Profile Image for Rhys Morris.
43 reviews
March 4, 2025
An alternative view of the Cold War which emphasises the economic reasons for which the West “won” it.

Bartel takes the oil crisis of 1973 as the beginning of the end of the Cold War, when the subsidised oil that the Soviet Union provided to Comecon countries suddenly became far more valuable. Realising the potential losses which would’ve been incurred by continuing to fix oil prices in five year plans, Comecon lose out and begin to borrow from Western countries and banks to compensate and pay for more imports.

They do this to avoid breaking promises, the key theme of the book. If Comecon nations had carried on with less oil and therefore less consumption, living standards would have declined for their populations. This would’ve been unthinkable for communist leaders driven by ideology and so their decline begins with their borrowing.

This is compared to processes of change in Western nations, with reference particularly made to Thatcher’s Britain and Reagan’s America. Both these leaders make “capitalist perestroikas” which disrupt the worker-focused and unionised economies of the post-war West. Where these leaders succeed in democratically pushing through change which would negatively affect their citizens, communist leaders continue to borrow and live beyond their means.

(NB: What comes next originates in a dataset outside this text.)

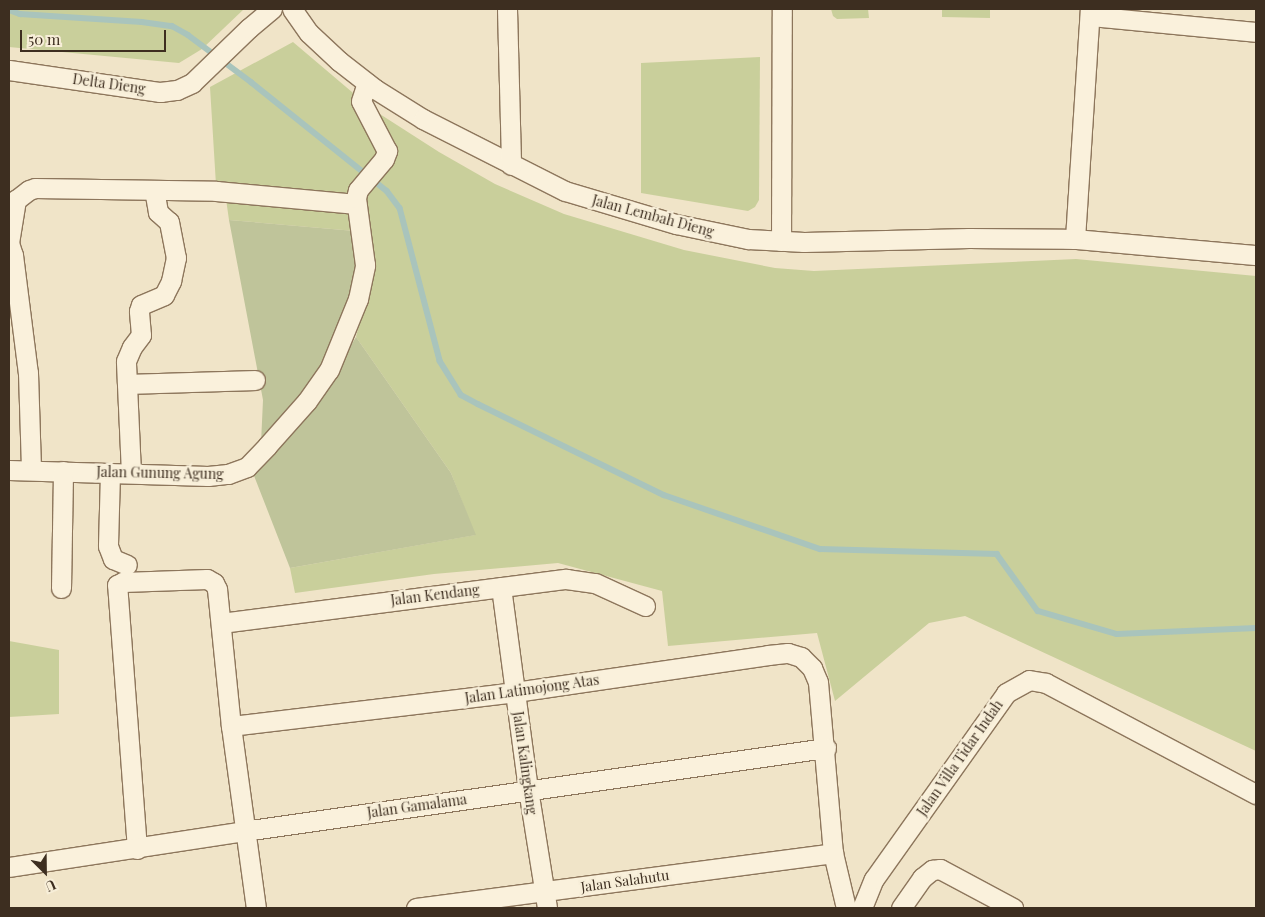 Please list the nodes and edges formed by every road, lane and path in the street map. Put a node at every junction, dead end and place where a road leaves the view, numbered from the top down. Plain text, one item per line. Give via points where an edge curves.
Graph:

In short, the Comecon countries relinquish authoritarian rule as they can no longer borrow to maintain living standards and the political price of declining living standards is too high. This is also the driver of Soviet retreat from the Cold War, with West Germany providing billions of deutsche marks for the Soviet Union to leave East Germany - the leverage to do so being the Soviets also coming from indebtedness on the part of the Soviets.

The book is a very interesting examination of why the Cold War ended, putting aside usual narratives about the people of Eastern Europe or Gorbachev being the key actors. Bartel is able to articulate the primacy of economic / financial reasons that drove decision-making and the comparison to a capitalist perestroika is effective to show how the West was able to change politically through democracy.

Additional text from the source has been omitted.